[Exercise material Boundary: Start]

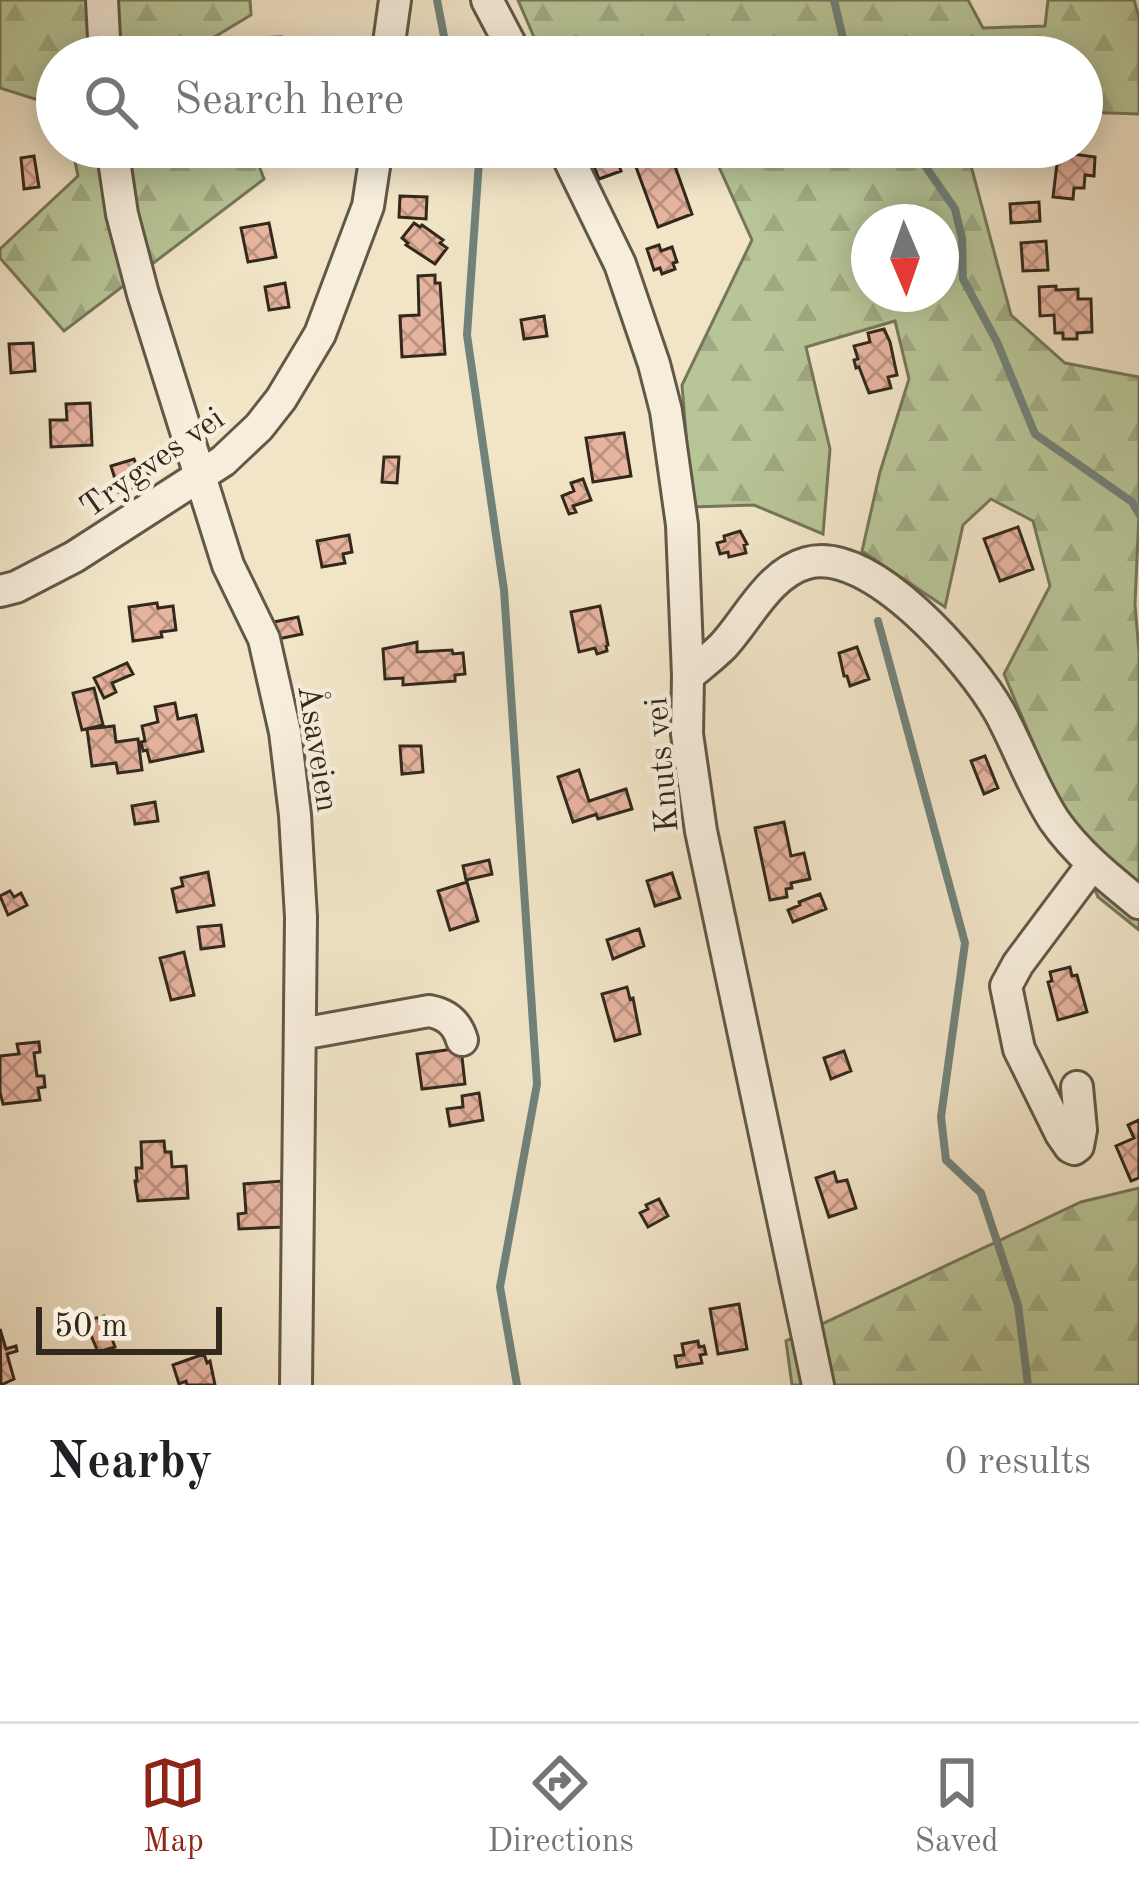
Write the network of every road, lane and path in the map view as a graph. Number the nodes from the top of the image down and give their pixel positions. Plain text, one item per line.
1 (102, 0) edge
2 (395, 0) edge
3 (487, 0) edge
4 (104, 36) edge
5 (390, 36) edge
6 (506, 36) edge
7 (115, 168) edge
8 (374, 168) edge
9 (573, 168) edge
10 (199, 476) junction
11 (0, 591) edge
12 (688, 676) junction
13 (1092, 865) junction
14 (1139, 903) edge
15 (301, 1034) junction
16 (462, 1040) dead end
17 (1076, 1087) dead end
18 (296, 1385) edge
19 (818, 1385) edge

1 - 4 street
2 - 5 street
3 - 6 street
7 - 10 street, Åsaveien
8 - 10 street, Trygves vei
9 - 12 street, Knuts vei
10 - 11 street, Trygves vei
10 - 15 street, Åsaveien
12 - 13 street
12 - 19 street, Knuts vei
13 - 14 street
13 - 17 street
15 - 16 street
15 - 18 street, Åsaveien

[Exercise material Boundary: End]

Output all entries unchanged; skip the pictures.

### Solution for this exercise
Write the network of every road, lane and path in the map view as a graph. Number the nodes from the top of the image down and give their pixel positions. Plain text, one item per line.
1 (102, 0) edge
2 (395, 0) edge
3 (487, 0) edge
4 (104, 36) edge
5 (390, 36) edge
6 (506, 36) edge
7 (115, 168) edge
8 (374, 168) edge
9 (573, 168) edge
10 (199, 476) junction
11 (0, 591) edge
12 (688, 676) junction
13 (1092, 865) junction
14 (1139, 903) edge
15 (301, 1034) junction
16 (462, 1040) dead end
17 (1076, 1087) dead end
18 (296, 1385) edge
19 (818, 1385) edge

1 - 4 street
2 - 5 street
3 - 6 street
7 - 10 street, Åsaveien
8 - 10 street, Trygves vei
9 - 12 street, Knuts vei
10 - 11 street, Trygves vei
10 - 15 street, Åsaveien
12 - 13 street
12 - 19 street, Knuts vei
13 - 14 street
13 - 17 street
15 - 16 street
15 - 18 street, Åsaveien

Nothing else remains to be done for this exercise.